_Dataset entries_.
============

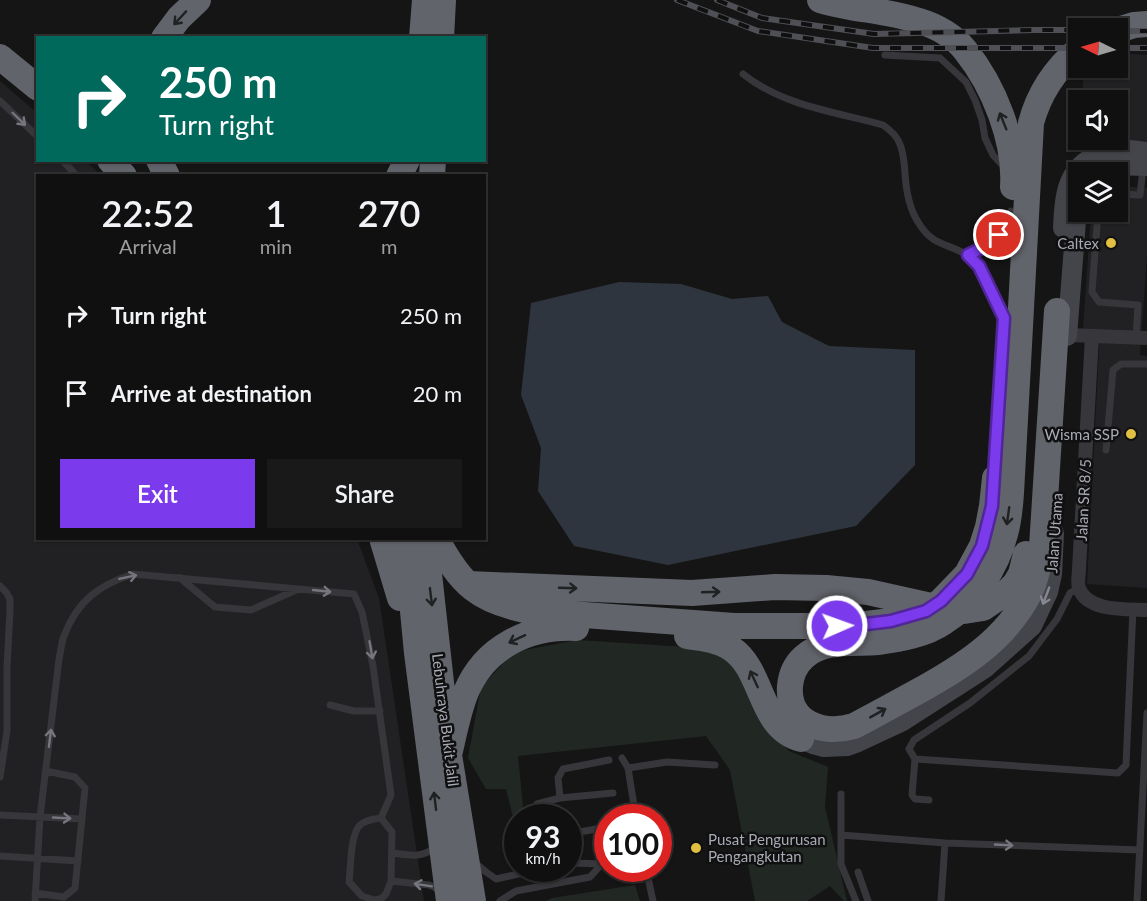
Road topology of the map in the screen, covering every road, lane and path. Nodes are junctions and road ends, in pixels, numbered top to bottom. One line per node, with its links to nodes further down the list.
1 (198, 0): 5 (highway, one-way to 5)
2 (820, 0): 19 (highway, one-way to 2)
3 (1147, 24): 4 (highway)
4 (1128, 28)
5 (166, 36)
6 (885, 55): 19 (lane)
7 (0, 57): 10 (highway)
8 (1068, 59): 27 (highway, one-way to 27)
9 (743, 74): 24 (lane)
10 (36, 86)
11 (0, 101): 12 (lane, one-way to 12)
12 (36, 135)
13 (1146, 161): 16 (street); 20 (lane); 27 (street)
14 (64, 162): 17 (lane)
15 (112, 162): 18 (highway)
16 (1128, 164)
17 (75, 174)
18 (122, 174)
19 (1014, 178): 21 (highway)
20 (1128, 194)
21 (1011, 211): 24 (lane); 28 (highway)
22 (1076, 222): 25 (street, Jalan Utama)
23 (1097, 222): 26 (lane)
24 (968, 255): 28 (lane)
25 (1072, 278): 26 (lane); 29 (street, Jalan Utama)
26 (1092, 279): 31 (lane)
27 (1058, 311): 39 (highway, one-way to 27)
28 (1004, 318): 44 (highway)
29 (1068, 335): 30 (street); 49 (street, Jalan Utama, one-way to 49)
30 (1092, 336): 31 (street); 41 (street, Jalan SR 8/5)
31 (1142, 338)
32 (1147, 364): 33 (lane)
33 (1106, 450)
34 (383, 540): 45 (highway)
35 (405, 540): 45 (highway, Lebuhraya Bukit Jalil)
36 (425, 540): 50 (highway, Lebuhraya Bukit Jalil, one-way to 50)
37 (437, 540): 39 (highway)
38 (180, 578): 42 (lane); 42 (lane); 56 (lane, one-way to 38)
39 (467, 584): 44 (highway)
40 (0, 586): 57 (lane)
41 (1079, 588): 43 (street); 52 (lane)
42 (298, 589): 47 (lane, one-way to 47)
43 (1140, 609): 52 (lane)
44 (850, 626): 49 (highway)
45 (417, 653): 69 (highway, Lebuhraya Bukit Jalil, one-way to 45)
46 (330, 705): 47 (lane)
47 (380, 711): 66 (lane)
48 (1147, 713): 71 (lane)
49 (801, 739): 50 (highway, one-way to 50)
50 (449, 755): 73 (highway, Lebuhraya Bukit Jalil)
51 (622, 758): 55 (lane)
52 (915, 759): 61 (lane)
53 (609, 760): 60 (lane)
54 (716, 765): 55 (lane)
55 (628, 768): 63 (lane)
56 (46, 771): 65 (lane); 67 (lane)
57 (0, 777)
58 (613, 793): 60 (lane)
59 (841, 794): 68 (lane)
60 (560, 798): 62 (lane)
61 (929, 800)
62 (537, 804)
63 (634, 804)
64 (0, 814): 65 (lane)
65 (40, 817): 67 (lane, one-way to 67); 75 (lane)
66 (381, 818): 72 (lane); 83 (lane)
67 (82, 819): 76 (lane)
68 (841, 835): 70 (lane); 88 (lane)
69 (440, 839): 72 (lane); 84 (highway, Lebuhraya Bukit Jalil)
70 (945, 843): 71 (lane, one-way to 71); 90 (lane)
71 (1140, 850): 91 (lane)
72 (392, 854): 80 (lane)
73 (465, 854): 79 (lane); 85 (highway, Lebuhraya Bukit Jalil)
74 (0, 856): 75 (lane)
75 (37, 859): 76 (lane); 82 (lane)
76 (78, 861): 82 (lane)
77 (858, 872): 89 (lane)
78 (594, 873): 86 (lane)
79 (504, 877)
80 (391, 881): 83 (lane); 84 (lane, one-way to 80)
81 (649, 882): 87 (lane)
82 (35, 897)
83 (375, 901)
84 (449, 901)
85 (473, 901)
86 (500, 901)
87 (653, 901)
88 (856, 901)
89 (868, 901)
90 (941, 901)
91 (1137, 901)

============

_THE PROBLEM_.
A single figure is required: the number of lines above in which the word "Jalan" occurs.

_ANSWER AREA_.
4